Material for this exercise:

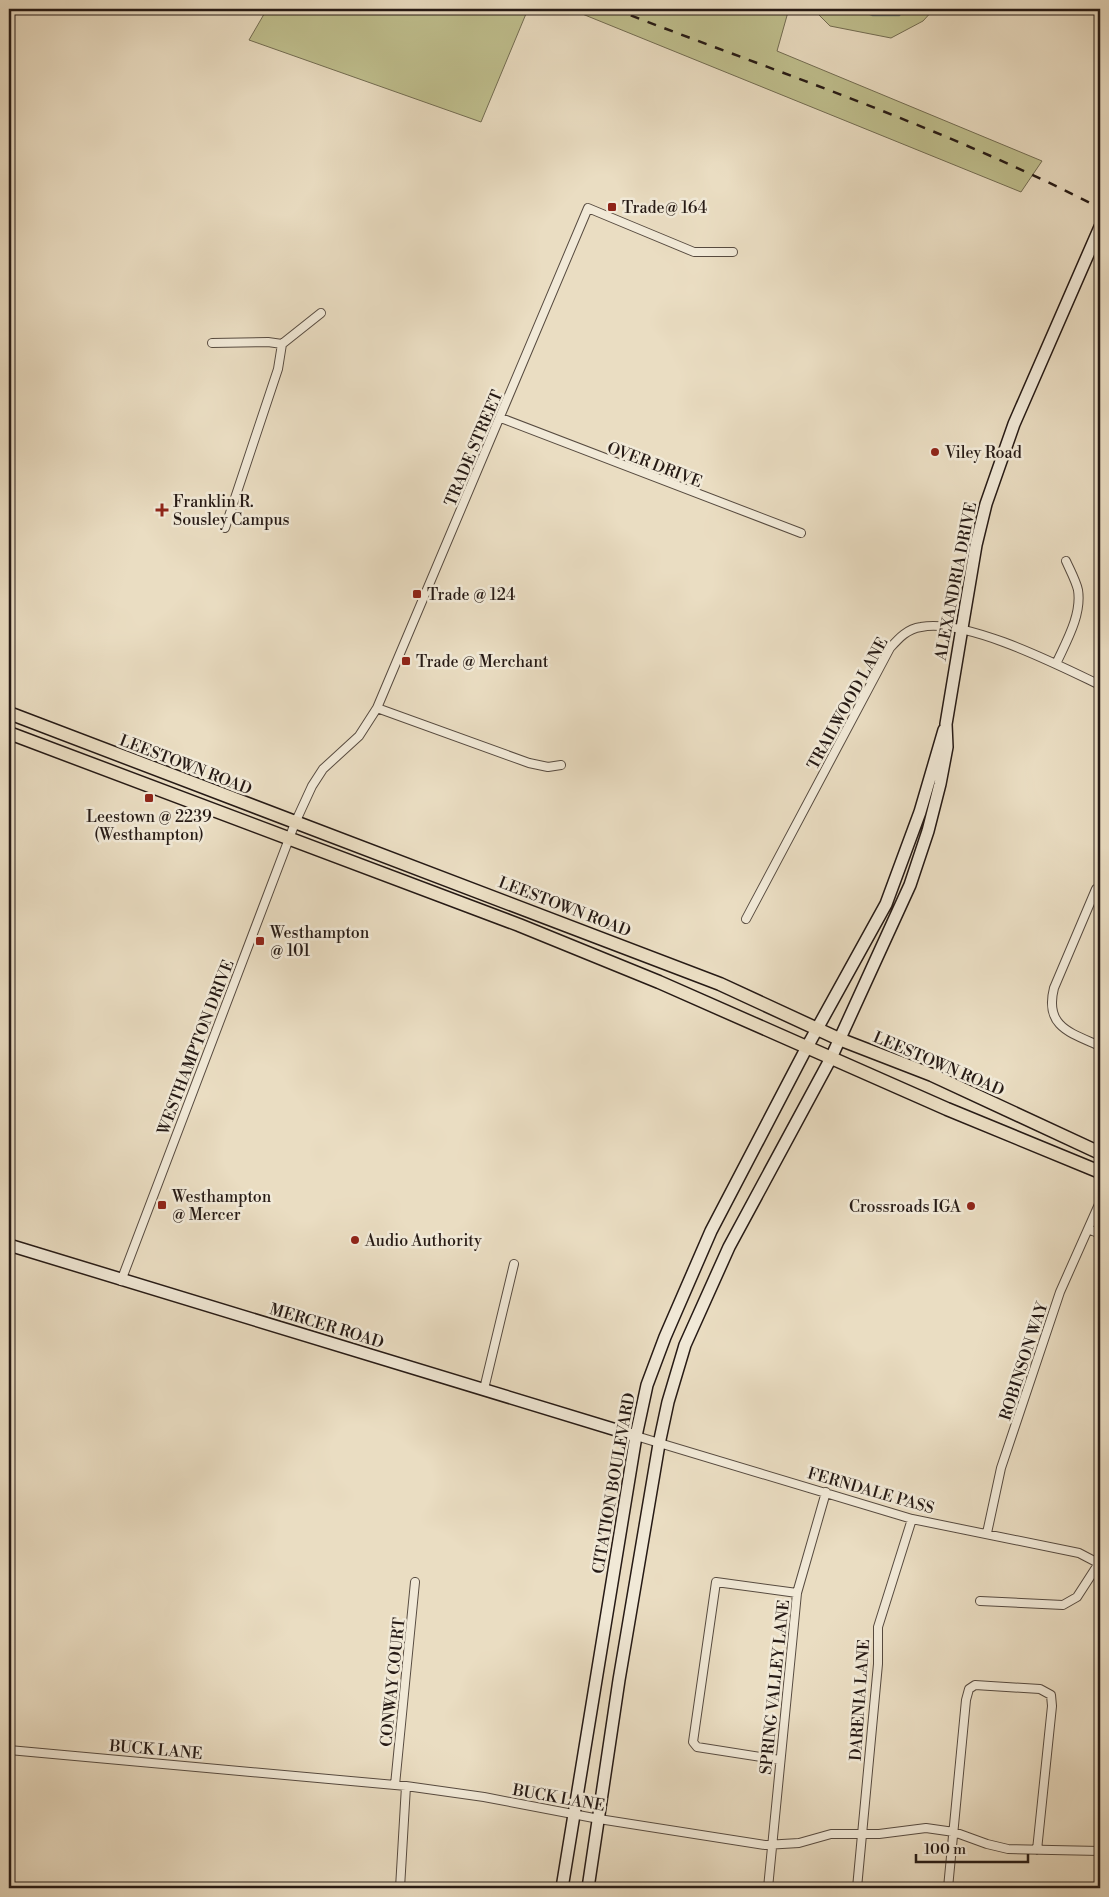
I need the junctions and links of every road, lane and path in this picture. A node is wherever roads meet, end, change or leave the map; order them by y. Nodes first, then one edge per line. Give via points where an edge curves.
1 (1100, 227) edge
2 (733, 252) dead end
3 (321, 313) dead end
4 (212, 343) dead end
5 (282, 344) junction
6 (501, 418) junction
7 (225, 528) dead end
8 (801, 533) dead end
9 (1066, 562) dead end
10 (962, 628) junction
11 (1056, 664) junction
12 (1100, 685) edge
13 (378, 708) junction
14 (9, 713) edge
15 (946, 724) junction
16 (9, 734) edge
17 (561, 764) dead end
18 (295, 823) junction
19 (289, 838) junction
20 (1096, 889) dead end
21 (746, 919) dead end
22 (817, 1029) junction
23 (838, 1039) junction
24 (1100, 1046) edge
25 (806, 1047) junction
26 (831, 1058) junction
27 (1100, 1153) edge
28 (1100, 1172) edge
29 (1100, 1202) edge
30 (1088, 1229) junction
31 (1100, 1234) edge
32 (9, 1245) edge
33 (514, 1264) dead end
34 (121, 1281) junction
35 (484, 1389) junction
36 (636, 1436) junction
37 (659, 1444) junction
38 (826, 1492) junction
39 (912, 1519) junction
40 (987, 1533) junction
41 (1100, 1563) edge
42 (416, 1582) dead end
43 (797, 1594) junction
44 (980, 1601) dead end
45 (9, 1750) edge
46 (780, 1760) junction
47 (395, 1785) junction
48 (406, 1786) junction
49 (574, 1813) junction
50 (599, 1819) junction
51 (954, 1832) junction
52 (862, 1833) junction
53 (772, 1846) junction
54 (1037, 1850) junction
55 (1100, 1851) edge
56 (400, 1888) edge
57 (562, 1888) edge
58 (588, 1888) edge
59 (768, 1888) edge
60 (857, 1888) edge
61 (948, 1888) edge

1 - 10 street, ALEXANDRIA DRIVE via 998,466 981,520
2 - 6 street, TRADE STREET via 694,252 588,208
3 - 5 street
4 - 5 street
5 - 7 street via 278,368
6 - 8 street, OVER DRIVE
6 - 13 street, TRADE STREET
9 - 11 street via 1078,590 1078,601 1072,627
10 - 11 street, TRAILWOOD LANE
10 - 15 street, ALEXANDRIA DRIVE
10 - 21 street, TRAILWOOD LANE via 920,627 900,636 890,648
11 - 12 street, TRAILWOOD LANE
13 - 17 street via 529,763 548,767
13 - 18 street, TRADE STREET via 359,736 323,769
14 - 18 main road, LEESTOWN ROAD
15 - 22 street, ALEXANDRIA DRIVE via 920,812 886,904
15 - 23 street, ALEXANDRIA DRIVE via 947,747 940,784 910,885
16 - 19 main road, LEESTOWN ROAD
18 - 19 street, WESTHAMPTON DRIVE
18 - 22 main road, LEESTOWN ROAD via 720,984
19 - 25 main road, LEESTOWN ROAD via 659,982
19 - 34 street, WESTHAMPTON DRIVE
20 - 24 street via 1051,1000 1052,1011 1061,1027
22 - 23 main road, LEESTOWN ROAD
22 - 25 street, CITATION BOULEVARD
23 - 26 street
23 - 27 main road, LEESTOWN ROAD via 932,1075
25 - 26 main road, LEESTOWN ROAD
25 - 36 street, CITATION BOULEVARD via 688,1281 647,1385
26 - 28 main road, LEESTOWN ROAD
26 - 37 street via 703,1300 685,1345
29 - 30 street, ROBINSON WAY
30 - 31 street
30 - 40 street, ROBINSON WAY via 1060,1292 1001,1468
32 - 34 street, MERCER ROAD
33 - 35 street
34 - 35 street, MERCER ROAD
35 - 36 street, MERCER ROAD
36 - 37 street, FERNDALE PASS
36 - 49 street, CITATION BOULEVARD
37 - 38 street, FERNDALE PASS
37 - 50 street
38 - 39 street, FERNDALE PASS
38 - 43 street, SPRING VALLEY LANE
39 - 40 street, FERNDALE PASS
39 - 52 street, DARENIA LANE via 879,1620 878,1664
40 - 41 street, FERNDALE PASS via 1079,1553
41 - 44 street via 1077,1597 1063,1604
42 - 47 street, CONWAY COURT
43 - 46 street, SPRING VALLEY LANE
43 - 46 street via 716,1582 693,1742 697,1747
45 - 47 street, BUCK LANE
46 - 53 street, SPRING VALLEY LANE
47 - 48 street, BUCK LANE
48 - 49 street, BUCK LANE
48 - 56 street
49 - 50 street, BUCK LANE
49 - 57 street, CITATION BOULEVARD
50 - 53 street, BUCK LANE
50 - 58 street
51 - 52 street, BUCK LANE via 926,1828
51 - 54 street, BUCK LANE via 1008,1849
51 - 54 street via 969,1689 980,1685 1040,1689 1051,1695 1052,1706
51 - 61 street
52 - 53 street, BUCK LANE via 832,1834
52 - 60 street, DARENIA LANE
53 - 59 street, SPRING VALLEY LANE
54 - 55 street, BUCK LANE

Task description: If a record holds a picture, leave the picture out, but repeat every line exactly.

Completed exercise:
I need the junctions and links of every road, lane and path in this picture. A node is wherever roads meet, end, change or leave the map; order them by y. Nodes first, then one edge per line. Give via points where an edge curves.
1 (1100, 227) edge
2 (733, 252) dead end
3 (321, 313) dead end
4 (212, 343) dead end
5 (282, 344) junction
6 (501, 418) junction
7 (225, 528) dead end
8 (801, 533) dead end
9 (1066, 562) dead end
10 (962, 628) junction
11 (1056, 664) junction
12 (1100, 685) edge
13 (378, 708) junction
14 (9, 713) edge
15 (946, 724) junction
16 (9, 734) edge
17 (561, 764) dead end
18 (295, 823) junction
19 (289, 838) junction
20 (1096, 889) dead end
21 (746, 919) dead end
22 (817, 1029) junction
23 (838, 1039) junction
24 (1100, 1046) edge
25 (806, 1047) junction
26 (831, 1058) junction
27 (1100, 1153) edge
28 (1100, 1172) edge
29 (1100, 1202) edge
30 (1088, 1229) junction
31 (1100, 1234) edge
32 (9, 1245) edge
33 (514, 1264) dead end
34 (121, 1281) junction
35 (484, 1389) junction
36 (636, 1436) junction
37 (659, 1444) junction
38 (826, 1492) junction
39 (912, 1519) junction
40 (987, 1533) junction
41 (1100, 1563) edge
42 (416, 1582) dead end
43 (797, 1594) junction
44 (980, 1601) dead end
45 (9, 1750) edge
46 (780, 1760) junction
47 (395, 1785) junction
48 (406, 1786) junction
49 (574, 1813) junction
50 (599, 1819) junction
51 (954, 1832) junction
52 (862, 1833) junction
53 (772, 1846) junction
54 (1037, 1850) junction
55 (1100, 1851) edge
56 (400, 1888) edge
57 (562, 1888) edge
58 (588, 1888) edge
59 (768, 1888) edge
60 (857, 1888) edge
61 (948, 1888) edge

1 - 10 street, ALEXANDRIA DRIVE via 998,466 981,520
2 - 6 street, TRADE STREET via 694,252 588,208
3 - 5 street
4 - 5 street
5 - 7 street via 278,368
6 - 8 street, OVER DRIVE
6 - 13 street, TRADE STREET
9 - 11 street via 1078,590 1078,601 1072,627
10 - 11 street, TRAILWOOD LANE
10 - 15 street, ALEXANDRIA DRIVE
10 - 21 street, TRAILWOOD LANE via 920,627 900,636 890,648
11 - 12 street, TRAILWOOD LANE
13 - 17 street via 529,763 548,767
13 - 18 street, TRADE STREET via 359,736 323,769
14 - 18 main road, LEESTOWN ROAD
15 - 22 street, ALEXANDRIA DRIVE via 920,812 886,904
15 - 23 street, ALEXANDRIA DRIVE via 947,747 940,784 910,885
16 - 19 main road, LEESTOWN ROAD
18 - 19 street, WESTHAMPTON DRIVE
18 - 22 main road, LEESTOWN ROAD via 720,984
19 - 25 main road, LEESTOWN ROAD via 659,982
19 - 34 street, WESTHAMPTON DRIVE
20 - 24 street via 1051,1000 1052,1011 1061,1027
22 - 23 main road, LEESTOWN ROAD
22 - 25 street, CITATION BOULEVARD
23 - 26 street
23 - 27 main road, LEESTOWN ROAD via 932,1075
25 - 26 main road, LEESTOWN ROAD
25 - 36 street, CITATION BOULEVARD via 688,1281 647,1385
26 - 28 main road, LEESTOWN ROAD
26 - 37 street via 703,1300 685,1345
29 - 30 street, ROBINSON WAY
30 - 31 street
30 - 40 street, ROBINSON WAY via 1060,1292 1001,1468
32 - 34 street, MERCER ROAD
33 - 35 street
34 - 35 street, MERCER ROAD
35 - 36 street, MERCER ROAD
36 - 37 street, FERNDALE PASS
36 - 49 street, CITATION BOULEVARD
37 - 38 street, FERNDALE PASS
37 - 50 street
38 - 39 street, FERNDALE PASS
38 - 43 street, SPRING VALLEY LANE
39 - 40 street, FERNDALE PASS
39 - 52 street, DARENIA LANE via 879,1620 878,1664
40 - 41 street, FERNDALE PASS via 1079,1553
41 - 44 street via 1077,1597 1063,1604
42 - 47 street, CONWAY COURT
43 - 46 street, SPRING VALLEY LANE
43 - 46 street via 716,1582 693,1742 697,1747
45 - 47 street, BUCK LANE
46 - 53 street, SPRING VALLEY LANE
47 - 48 street, BUCK LANE
48 - 49 street, BUCK LANE
48 - 56 street
49 - 50 street, BUCK LANE
49 - 57 street, CITATION BOULEVARD
50 - 53 street, BUCK LANE
50 - 58 street
51 - 52 street, BUCK LANE via 926,1828
51 - 54 street, BUCK LANE via 1008,1849
51 - 54 street via 969,1689 980,1685 1040,1689 1051,1695 1052,1706
51 - 61 street
52 - 53 street, BUCK LANE via 832,1834
52 - 60 street, DARENIA LANE
53 - 59 street, SPRING VALLEY LANE
54 - 55 street, BUCK LANE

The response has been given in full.